Another Stereotype of the Month entry:
Saturday, December 14, 2002
Casino gambling exploits Native Americans
From the very beginning of their disingenuous campaign to foist casino gambling on the communities of southern Maine, supporters have been long on pie-in-the-sky promises but alarmingly short when it comes to explaining the nitty-gritty of how this pie would be baked.
Last week, Ernest Stevens Jr. of the National Indian Gaming Association rhapsodized the virtues of casinos to an audience in Orono, trumpeting, of course, the tedious reprise about how casinos create hundreds of jobs and give local economic development a major shot in the arm.
His sanguine claims of sure-fire prosperity, presented before by others who have been equally myopic, are half-baked — at best.
But this time, Stevens makes a claim we have not yet heard. He says that historically, Indian tribes with casinos are much better off than their nongaming counterparts.

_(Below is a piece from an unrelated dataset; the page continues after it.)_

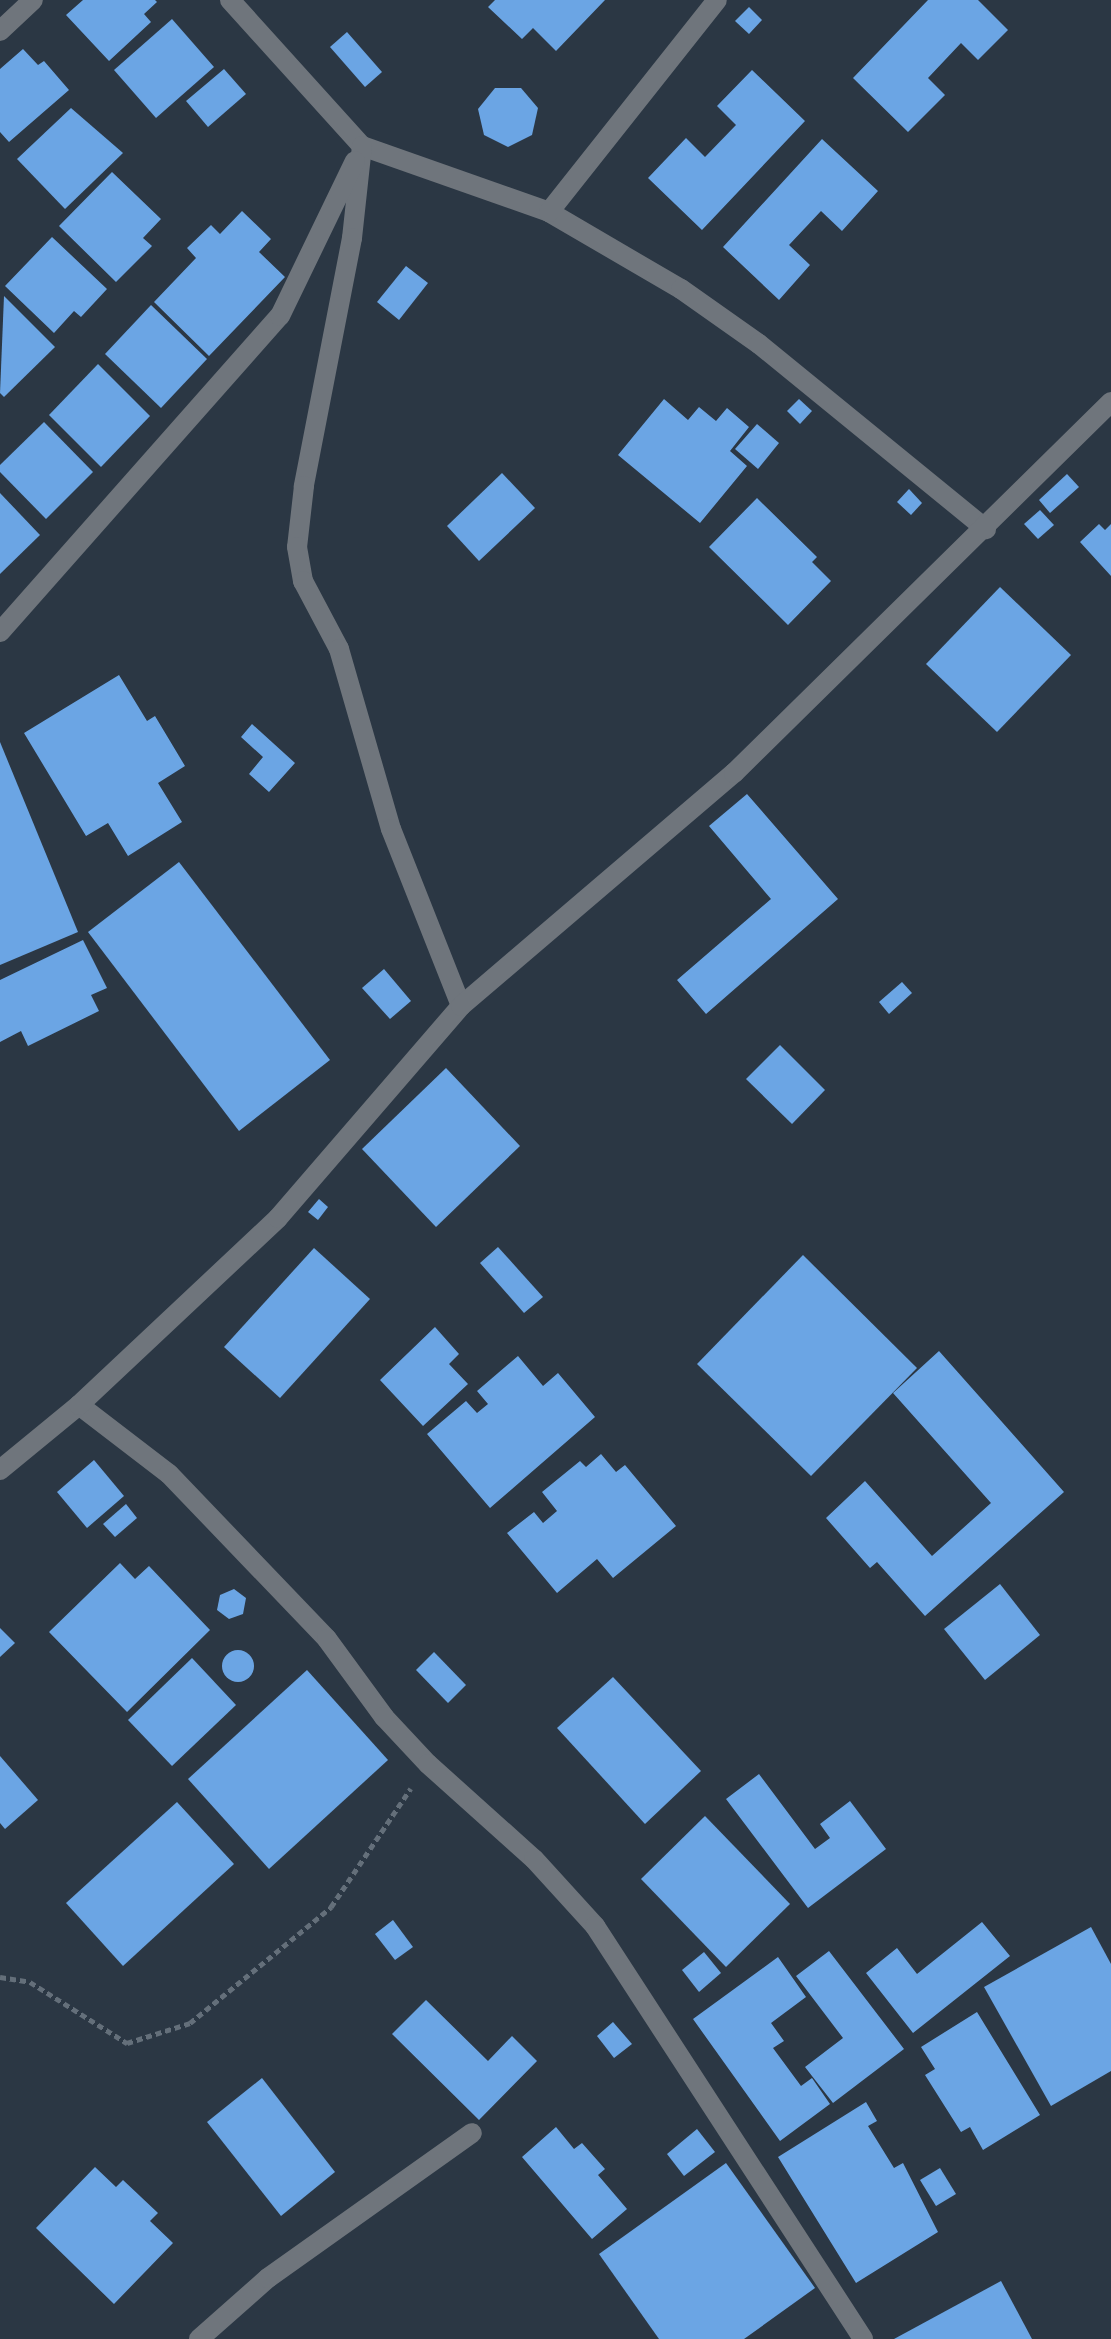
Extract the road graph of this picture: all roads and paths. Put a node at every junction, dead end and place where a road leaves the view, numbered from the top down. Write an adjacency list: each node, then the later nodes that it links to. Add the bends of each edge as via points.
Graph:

Stevens suggests the Penobscot Nation and Passamaquoddy Tribe stand to make substantial economic gains that would elevate their standards of living. He sees the $650 million casino proposal targeted for southern Maine as a panacea for the long-term well-being of both tribes.
At first blush, it sounds reasonable to assume that sponsoring tribes would, indeed, profit substantially from such an enterprise.
Whether Biddeford or Sanford may someday host a casino, we still don't know anything about the investors with the deep pockets, where casino employees would live or the potentially costly impact on infrastructure. But just as Tom Tureen, the lawyer representing the Indians, has time and again glossed over the important particulars of the casino way of life, Stevens has shown us in no small way that the devil remains in the details.
And so it's difficult not to wonder if what Tureen and Stevens aren't telling us is contained in the recent article published in Time magazine titled "Wheels of Misfortune," a piece about how casino gambling does virtually nothing to help smaller tribes escape poverty and how it lines the pockets of their wealthy white investors.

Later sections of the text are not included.